EXTRACTED INFORMATION:
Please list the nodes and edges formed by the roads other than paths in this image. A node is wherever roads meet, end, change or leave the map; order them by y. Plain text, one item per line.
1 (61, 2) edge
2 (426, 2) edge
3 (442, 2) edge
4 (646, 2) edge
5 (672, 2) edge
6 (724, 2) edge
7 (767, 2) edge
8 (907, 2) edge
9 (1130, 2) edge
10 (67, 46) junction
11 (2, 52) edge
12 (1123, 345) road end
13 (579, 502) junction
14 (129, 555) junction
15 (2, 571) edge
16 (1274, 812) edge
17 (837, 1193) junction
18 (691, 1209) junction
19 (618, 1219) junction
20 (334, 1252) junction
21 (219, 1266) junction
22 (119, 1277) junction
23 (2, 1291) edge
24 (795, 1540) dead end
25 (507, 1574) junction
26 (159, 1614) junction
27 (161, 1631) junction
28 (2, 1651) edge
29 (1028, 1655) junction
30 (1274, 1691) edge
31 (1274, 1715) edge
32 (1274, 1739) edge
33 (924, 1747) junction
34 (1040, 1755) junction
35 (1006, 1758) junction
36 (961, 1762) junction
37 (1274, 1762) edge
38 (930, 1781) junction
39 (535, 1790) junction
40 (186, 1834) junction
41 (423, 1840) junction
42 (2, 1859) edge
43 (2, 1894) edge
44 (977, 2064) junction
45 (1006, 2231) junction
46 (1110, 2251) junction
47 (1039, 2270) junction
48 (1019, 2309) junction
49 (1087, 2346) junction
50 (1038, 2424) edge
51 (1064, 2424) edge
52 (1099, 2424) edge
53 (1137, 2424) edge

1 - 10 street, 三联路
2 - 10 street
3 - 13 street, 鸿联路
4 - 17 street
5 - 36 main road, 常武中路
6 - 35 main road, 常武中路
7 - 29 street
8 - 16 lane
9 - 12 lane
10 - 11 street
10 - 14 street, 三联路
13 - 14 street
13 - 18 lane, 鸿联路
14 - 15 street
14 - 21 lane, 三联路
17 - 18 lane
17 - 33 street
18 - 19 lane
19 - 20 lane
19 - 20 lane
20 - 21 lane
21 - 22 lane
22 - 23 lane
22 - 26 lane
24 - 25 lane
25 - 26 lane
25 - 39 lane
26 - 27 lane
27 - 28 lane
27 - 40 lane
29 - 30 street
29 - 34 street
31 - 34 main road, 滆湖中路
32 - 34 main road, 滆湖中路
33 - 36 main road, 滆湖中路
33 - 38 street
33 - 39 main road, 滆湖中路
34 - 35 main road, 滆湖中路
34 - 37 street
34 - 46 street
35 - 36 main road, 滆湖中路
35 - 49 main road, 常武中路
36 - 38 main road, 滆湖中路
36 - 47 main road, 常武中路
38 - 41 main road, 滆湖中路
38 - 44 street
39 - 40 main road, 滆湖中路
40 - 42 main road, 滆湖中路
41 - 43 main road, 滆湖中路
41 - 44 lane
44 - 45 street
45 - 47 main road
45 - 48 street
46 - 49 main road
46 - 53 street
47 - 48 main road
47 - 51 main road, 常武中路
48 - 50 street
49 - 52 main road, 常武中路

YOUR TASK: Pick out every line above that holds the word "常武中路" and copy it.

FINAL ANSWER:
5 - 36 main road, 常武中路
6 - 35 main road, 常武中路
35 - 49 main road, 常武中路
36 - 47 main road, 常武中路
47 - 51 main road, 常武中路
49 - 52 main road, 常武中路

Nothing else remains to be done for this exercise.